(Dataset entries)
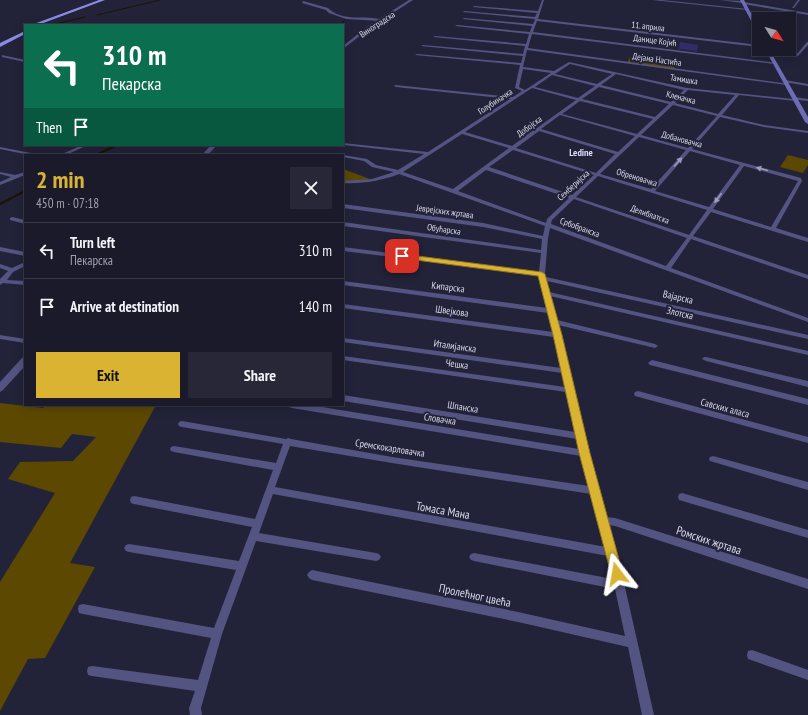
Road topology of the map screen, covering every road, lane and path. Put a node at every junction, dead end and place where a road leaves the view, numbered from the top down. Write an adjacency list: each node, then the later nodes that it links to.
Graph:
1 (103, 0): 23 (highway)
2 (111, 0): 24 (highway)
3 (411, 0): 22 (street, Виноградска)
4 (543, 0): 14 (street)
5 (653, 0): 15 (street)
6 (721, 0): 10 (street)
7 (750, 0): 10 (street)
8 (799, 0): 13 (street)
9 (303, 2): 22 (street)
10 (744, 2): 15 (main road); 18 (street)
11 (487, 4): 14 (street)
12 (474, 7): 17 (street)
13 (793, 7)
14 (541, 8): 17 (street)
15 (747, 9): 21 (main road)
16 (464, 12): 20 (street, 11. априла)
17 (539, 12): 20 (street)
18 (808, 14)
19 (464, 19): 25 (street)
20 (537, 19): 25 (street); 35 (street, 11. априла)
21 (752, 19)
22 (381, 20): 37 (street, Виноградска)
23 (36, 24)
24 (44, 24)
25 (535, 25): 29 (street)
26 (457, 26): 29 (street, Данице Којић)
27 (24, 28): 31 (highway)
28 (24, 33): 33 (highway)
29 (532, 33): 34 (street); 46 (street, Данице Којић)
30 (435, 37): 34 (street)
31 (0, 40)
32 (808, 43): 41 (street)
33 (0, 45)
34 (528, 45): 38 (street)
35 (752, 45)
36 (423, 46): 40 (street)
37 (344, 47)
38 (526, 49): 40 (street); 50 (street, Дејана Настића)
39 (417, 55): 47 (street, Кленачка)
40 (525, 55): 47 (street)
41 (796, 55)
42 (3, 56): 44 (street)
43 (771, 56): 46 (main road)
44 (24, 61)
45 (571, 63): 48 (street, Голубиначка); 49 (street, Тамишка)
46 (775, 63): 50 (main road)
47 (522, 66): 48 (street, Кленачка); 56 (street)
48 (553, 73): 51 (street, Кленачка); 54 (street, Голубиначка)
49 (614, 73): 51 (street, Добојска); 55 (street, Тамишка)
50 (786, 82): 52 (street, Дејана Настића); 61 (main road)
51 (598, 85): 60 (street, Добојска); 64 (street, Кленачка)
52 (808, 85)
53 (396, 86): 59 (street)
54 (531, 87): 56 (street, Голубиначка); 60 (street)
55 (687, 90): 58 (street, Тамишка); 64 (street, Семберијска)
56 (525, 91): 59 (street, Голубиначка)
57 (418, 93): 63 (street)
58 (738, 94): 61 (street, Тамишка); 67 (street)
59 (514, 98): 63 (street, Голубиначка)
60 (579, 99): 66 (street, Добојска); 68 (street)
61 (796, 99): 62 (street, Тамишка); 65 (main road)
62 (808, 100)
63 (507, 103): 71 (street, Голубиначка)
64 (672, 103): 67 (street, Кленачка); 68 (street, Семберијска)
65 (806, 113): 69 (main road)
66 (559, 114): 70 (street, Добојска); 73 (street, Добановачка)
67 (720, 115): 72 (street, Кленачка); 79 (street)
68 (656, 119): 73 (street, Семберијска)
69 (808, 122)
70 (537, 129): 78 (street, Добојска); 84 (street)
71 (461, 132): 78 (street, Обреновачка); 80 (street, Голубиначка)
72 (808, 132)
73 (638, 135): 79 (street, Добановачка); 84 (street, Семберијска)
74 (344, 144): 80 (street)
75 (84, 146): 82 (street)
76 (213, 146): 83 (street)
77 (0, 148): 81 (street)
78 (512, 148): 87 (street, Добојска); 91 (street, Обреновачка)
79 (690, 149): 86 (street, Добановачка); 96 (street, one-way to 79)
80 (428, 153): 88 (street, Голубиначка)
81 (31, 154)
82 (64, 154)
83 (206, 154)
84 (619, 154): 91 (street, Семберијска)
85 (344, 156): 88 (street, Србобранска)
86 (743, 164): 99 (street, one-way to 99); 104 (street, Добановачка, one-way to 86)
87 (486, 168): 95 (street, Добојска); 97 (street, Делиблатска)
88 (400, 172): 93 (street); 95 (street, Србобранска)
89 (0, 173): 92 (street)
90 (24, 173): 92 (street)
91 (597, 174): 96 (street, Обреновачка); 97 (street, Семберијска)
92 (16, 177): 94 (street)
93 (344, 182)
94 (0, 184)
95 (454, 191): 103 (street, Србобранска)
96 (652, 191): 99 (street, Обреновачка)
97 (572, 197): 103 (street, Семберијска); 105 (street, Делиблатска)
98 (344, 206): 106 (street, Јеврејских жртава)
99 (710, 209): 104 (street, Обреновачка); 105 (street)
100 (12, 219): 101 (street)
101 (24, 222)
102 (344, 224): 110 (street, Обућарска)
103 (547, 225): 106 (street); 114 (street, Србобранска)
104 (773, 229): 107 (street, Обреновачка)
105 (690, 237): 114 (street); 117 (street, Делиблатска)
106 (545, 238): 110 (street)
107 (808, 240)
108 (0, 249): 111 (street)
109 (344, 249): 116 (street, Вајарска)
110 (544, 252): 116 (street)
111 (24, 254)
112 (24, 264): 115 (street)
113 (0, 266): 115 (street)
114 (667, 269): 124 (street, Србобранска)
115 (11, 271): 118 (street)
116 (542, 276): 121 (street); 128 (street, Вајарска)
117 (808, 277)
118 (1, 282): 119 (street)
119 (24, 283)
120 (344, 283): 123 (street, Кипарска)
121 (547, 293): 123 (street); 132 (street, Злотска)
122 (344, 306): 126 (street, Швејкова)
123 (551, 311): 125 (street)
124 (808, 320)
125 (554, 322): 126 (street); 131 (street)
126 (557, 335): 137 (street)
127 (0, 337): 130 (street)
128 (808, 337)
129 (344, 340): 137 (street, Италијанска)
130 (24, 341)
131 (655, 346)
132 (808, 353)
133 (344, 358): 140 (street, Чешка)
134 (706, 358): 138 (street)
135 (24, 361): 139 (street)
136 (652, 363): 143 (street)
137 (565, 371): 140 (street)
138 (808, 384)
139 (0, 388)
140 (569, 390): 146 (street)
141 (638, 394): 147 (street, Савских аласа)
142 (344, 398): 146 (street, Шпанска)
143 (808, 402)
144 (298, 406): 150 (street, Словачка)
145 (182, 424): 148 (street, Сремскокарловачка)
146 (580, 436): 150 (street)
147 (808, 440)
148 (288, 441): 152 (street); 155 (street, Сремскокарловачка)
149 (174, 449): 152 (street)
150 (584, 453): 155 (street)
151 (713, 459): 153 (street)
152 (279, 467): 154 (street)
153 (808, 486)
154 (271, 490): 159 (street); 163 (street, Томаса Мана)
155 (595, 491): 158 (street)
156 (682, 497): 160 (street)
157 (134, 500): 159 (street)
158 (603, 520): 163 (street); 168 (street, Ромских жртава)
159 (258, 524): 161 (street)
160 (808, 534)
161 (253, 536): 164 (street); 166 (street)
162 (129, 548): 166 (street)
163 (612, 552): 169 (street)
164 (376, 557)
165 (474, 557): 169 (street)
166 (242, 566): 171 (street)
167 (312, 575): 172 (street, Пролећног цвећа)
168 (808, 584)
169 (619, 585): 172 (street)
170 (83, 609): 171 (street)
171 (217, 634): 176 (street)
172 (632, 642): 178 (street)
173 (752, 655): 175 (street)
174 (92, 671): 176 (street)
175 (808, 675)
176 (201, 686): 177 (street)
177 (195, 712)
178 (648, 715)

EXERCISE OBJECTIVE:
Work out the number of lines above that include the string "Виноградска" and write only that number.

ANSWER BOX:
2